REQUIRED WORK — Below are the records; copy each line in which "list" can be found.

======== PROVIDED RECORDS

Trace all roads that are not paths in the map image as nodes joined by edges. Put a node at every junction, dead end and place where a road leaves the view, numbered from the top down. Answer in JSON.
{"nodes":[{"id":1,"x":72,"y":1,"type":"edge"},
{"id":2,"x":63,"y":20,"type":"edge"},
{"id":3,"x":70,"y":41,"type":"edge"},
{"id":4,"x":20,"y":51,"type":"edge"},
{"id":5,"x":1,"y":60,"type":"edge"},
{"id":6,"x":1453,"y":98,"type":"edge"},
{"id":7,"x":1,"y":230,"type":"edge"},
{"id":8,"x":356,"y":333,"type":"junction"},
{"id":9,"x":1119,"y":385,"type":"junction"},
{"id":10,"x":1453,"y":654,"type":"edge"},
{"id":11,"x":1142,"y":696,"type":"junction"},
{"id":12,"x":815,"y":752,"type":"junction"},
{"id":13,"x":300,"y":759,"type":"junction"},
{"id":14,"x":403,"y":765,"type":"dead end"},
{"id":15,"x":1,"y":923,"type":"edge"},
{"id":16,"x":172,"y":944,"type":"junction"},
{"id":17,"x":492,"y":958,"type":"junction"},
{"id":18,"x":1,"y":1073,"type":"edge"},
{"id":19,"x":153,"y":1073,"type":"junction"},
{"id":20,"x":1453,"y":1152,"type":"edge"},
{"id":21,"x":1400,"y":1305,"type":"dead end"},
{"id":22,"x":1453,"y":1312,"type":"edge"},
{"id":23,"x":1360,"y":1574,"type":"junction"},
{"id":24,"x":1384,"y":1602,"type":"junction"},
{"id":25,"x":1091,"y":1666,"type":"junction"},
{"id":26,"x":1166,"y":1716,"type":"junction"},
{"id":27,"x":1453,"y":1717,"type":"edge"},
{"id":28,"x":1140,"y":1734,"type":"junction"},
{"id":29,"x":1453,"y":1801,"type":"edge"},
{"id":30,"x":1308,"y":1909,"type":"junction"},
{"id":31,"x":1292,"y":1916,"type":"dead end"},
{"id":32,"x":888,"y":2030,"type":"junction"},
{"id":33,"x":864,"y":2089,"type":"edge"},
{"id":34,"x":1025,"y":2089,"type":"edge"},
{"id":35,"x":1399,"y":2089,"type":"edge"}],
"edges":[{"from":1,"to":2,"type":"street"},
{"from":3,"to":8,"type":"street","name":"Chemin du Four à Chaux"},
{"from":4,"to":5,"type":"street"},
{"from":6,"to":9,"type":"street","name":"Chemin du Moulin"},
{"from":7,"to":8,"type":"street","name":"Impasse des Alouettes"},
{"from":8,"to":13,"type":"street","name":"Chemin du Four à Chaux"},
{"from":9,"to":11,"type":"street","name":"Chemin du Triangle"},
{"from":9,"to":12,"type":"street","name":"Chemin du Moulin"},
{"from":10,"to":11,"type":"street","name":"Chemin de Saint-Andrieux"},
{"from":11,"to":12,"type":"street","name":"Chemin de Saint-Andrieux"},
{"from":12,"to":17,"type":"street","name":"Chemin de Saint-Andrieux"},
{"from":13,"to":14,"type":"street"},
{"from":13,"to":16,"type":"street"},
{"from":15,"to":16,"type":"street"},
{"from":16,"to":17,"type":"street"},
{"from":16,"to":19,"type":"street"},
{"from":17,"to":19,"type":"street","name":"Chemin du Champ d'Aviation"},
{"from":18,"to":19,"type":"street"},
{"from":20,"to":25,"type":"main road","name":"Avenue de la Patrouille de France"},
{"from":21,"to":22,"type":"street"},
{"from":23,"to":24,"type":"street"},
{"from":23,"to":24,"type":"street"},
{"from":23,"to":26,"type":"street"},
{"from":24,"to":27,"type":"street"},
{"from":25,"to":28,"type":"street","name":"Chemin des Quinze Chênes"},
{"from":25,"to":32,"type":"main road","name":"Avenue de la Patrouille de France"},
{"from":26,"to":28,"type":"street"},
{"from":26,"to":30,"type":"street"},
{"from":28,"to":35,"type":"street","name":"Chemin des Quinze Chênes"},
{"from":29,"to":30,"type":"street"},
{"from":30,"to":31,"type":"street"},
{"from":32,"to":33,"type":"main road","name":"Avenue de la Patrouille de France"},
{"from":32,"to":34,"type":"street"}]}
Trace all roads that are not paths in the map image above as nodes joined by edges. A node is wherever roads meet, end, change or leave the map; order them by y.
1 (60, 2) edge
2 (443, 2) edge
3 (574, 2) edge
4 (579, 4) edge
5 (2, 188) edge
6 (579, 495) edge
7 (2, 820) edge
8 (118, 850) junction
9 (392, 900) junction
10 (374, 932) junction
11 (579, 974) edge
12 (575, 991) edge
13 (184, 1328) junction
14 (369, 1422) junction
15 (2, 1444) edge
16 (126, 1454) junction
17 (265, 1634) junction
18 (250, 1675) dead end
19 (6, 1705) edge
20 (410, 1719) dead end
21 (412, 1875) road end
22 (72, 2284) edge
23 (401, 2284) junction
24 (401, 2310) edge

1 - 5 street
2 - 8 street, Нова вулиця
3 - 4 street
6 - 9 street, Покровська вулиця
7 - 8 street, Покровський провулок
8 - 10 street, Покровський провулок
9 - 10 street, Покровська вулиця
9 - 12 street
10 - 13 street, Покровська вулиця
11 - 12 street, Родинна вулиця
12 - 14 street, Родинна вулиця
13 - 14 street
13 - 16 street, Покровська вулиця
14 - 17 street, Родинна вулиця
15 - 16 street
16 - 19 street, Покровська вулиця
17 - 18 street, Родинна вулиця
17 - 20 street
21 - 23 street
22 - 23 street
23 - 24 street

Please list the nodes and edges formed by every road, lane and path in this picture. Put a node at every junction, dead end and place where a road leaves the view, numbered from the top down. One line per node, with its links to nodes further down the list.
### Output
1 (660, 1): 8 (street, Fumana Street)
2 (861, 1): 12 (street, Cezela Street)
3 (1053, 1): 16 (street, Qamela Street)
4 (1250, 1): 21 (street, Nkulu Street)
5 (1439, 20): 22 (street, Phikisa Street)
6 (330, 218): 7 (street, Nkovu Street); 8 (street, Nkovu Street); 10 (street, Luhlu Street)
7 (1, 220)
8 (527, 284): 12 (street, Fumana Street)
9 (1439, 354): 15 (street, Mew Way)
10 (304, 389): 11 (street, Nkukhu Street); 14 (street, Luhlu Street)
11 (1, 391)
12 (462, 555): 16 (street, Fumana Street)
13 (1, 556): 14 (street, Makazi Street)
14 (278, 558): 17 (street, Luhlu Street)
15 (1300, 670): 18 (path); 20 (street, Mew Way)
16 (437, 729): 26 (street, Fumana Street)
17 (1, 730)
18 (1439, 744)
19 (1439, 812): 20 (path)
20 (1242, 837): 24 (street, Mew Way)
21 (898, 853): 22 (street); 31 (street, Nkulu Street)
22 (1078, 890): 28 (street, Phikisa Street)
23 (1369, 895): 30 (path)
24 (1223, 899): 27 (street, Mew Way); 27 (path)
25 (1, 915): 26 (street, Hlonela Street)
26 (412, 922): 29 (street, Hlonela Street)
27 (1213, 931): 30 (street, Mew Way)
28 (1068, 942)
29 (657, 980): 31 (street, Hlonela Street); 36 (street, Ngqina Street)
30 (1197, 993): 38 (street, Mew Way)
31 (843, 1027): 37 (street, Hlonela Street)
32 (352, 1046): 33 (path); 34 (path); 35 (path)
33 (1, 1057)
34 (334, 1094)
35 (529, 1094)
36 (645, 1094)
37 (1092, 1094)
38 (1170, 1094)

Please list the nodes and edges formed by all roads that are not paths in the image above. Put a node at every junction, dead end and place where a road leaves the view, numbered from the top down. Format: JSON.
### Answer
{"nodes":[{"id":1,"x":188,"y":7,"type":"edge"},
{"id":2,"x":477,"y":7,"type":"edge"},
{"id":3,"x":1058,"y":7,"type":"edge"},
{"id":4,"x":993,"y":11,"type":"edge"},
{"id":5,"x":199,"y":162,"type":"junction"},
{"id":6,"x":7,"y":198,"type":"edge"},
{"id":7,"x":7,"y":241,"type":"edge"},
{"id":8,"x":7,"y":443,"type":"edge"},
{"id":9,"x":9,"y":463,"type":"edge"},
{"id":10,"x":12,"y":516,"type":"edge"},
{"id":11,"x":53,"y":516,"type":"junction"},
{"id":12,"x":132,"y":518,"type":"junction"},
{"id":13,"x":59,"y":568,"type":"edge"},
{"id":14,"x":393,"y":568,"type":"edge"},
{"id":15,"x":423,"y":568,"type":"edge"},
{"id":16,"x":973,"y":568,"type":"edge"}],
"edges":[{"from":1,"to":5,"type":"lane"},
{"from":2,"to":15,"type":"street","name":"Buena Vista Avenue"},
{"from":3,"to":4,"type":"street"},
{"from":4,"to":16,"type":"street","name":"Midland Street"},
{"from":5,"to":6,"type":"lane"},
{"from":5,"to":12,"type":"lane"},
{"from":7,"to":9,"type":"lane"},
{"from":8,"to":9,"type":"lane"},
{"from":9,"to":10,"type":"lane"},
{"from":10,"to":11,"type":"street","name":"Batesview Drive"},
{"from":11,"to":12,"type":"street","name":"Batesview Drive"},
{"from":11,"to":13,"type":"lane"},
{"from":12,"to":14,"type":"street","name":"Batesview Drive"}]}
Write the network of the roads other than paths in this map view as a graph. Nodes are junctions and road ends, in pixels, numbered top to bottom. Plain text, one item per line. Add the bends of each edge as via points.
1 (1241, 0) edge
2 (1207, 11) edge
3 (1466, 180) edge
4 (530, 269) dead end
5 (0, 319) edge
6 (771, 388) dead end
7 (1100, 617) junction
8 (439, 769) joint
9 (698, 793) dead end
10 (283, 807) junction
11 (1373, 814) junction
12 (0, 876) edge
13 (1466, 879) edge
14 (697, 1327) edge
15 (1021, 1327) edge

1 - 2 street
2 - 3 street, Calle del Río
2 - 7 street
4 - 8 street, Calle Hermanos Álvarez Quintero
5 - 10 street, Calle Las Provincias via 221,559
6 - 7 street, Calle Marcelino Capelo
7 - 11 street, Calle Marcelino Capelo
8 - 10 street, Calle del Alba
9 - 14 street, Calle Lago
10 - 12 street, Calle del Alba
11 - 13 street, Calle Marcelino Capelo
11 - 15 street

================

SOLUTION TO THIS EXERCISE —
Please list the nodes and edges formed by every road, lane and path in this picture. Put a node at every junction, dead end and place where a road leaves the view, numbered from the top down. One line per node, with its links to nodes further down the list.
Please list the nodes and edges formed by all roads that are not paths in the image above. Put a node at every junction, dead end and place where a road leaves the view, numbered from the top down. Format: JSON.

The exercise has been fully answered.